Хозяйка квартиры, престарелая и глуховатая госпожа Миронова, сообщила, что жилец «убыл вчерась». Однако она по портрету опознала Ульяну Гривову как барышню, которая приходила в гости к ее жильцу. «Я еще смотрю и думаю – вроде приличная на вид девица!» – возбужденно рассказывала старуха.
– И догадайтесь, когда состоялся этот визит? – Кутилин потирал руки, рассказывая всю эту историю начальнику почты. – А прямо вечером накануне дня убийства. Так что, думаю, Феликс Янович, в этот раз вы все-таки ошиблись. Злодеяние планировалось заранее. Возможно, Ульяна Петровна специально спровоцировала ссору с отцом. А потом ворвался Щеглов.
– Но вам не кажется странным, что Глаша не видела и не слышала, как он пришел? Притом что ссору с барышней она слышала отлично.
– Мы все узнаем, когда изловим этого голубчика! – уверенно сказал Кутилин. – Ишь, мерзавец! Девицу подставил, а сам дал деру. А она, дура, молчит, выгораживает.
– Возможно, он не дал деру, а просто уехал по делам, – аккуратно заметил Феликс Янович. – И пока еще не слышал про арест его невесты.
Правота господина Колбовского обнаружилась очень скоро.
Тем же вечером, когда октябрь решил окончательно сдать позиции ноябрю и в честь этого пошел первый снег – липкий, мокрый и мгновенно тающий, по размокшей листве, которую еще не успели сгрести дворники, прямо по Ратушной улице прошел решительным шагом невысокий, угрюмый мужчина, который выглядел значительно старше своих тридцати лет.
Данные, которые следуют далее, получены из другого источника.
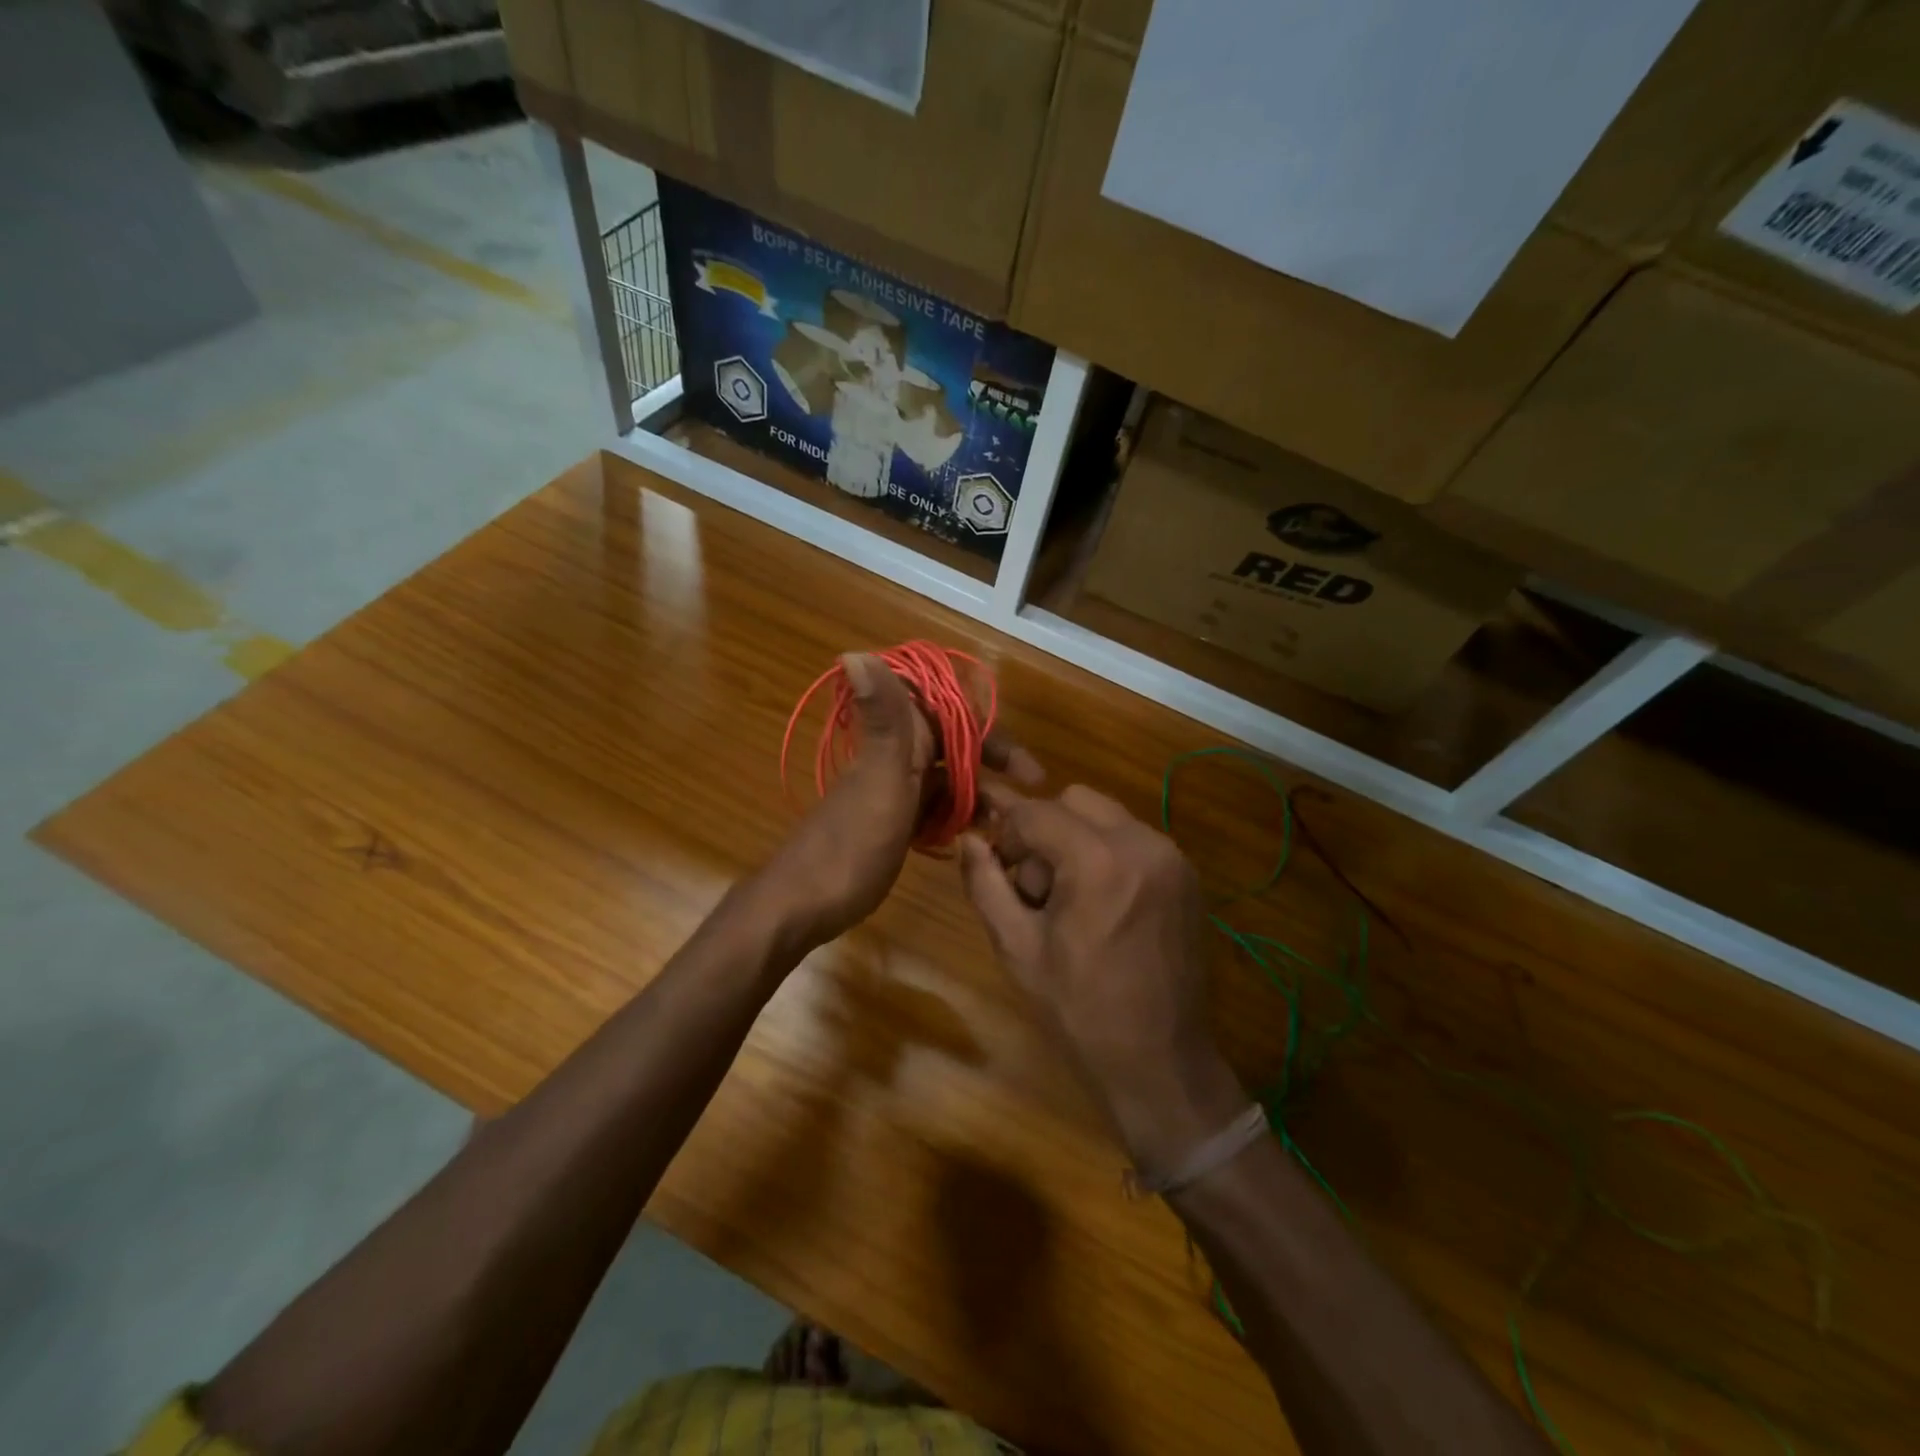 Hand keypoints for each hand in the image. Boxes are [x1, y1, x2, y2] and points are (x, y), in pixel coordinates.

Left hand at [763, 653, 1040, 949]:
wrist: (801, 906)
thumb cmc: (849, 848)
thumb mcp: (880, 782)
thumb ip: (886, 721)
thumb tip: (854, 651)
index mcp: (896, 743)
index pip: (951, 715)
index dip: (989, 730)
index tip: (1028, 768)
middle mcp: (895, 760)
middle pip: (954, 746)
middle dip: (992, 763)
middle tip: (1032, 792)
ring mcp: (893, 793)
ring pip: (946, 780)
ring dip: (978, 793)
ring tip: (1012, 825)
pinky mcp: (891, 824)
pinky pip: (933, 809)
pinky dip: (956, 817)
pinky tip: (978, 838)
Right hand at [959, 785, 1245, 1169]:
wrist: (1161, 1061)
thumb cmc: (1080, 1010)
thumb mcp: (1017, 947)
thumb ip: (985, 883)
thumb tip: (967, 838)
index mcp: (1098, 861)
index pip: (1036, 811)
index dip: (1005, 828)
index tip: (993, 857)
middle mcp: (1142, 843)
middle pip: (1074, 800)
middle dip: (1043, 828)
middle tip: (1031, 882)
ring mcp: (1172, 857)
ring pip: (1106, 816)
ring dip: (1075, 838)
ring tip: (1066, 897)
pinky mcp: (1187, 874)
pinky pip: (1133, 838)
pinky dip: (1106, 852)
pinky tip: (1099, 903)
Это часто случается с людьми, которые с малолетства предоставлены сами себе, а потому учатся работать скорее, чем разбирать грамоту. Таким был и Павел Алексеевич Щеглов – бывший приказчик купца Гривова. Оставшийся без родителей в юном возрасте и воспитанный купчихой-теткой, у которой своих ртов в доме хватало, он уже семи лет от роду трудился на побегушках в лавке своего дядьки. У него была твердая рука и острый ум – сложные расчеты он делал влет в уме. После скандала с дочерью Гривова многие говорили, что купец дал маху – Щеглов с его характером непременно еще выбьется в люди.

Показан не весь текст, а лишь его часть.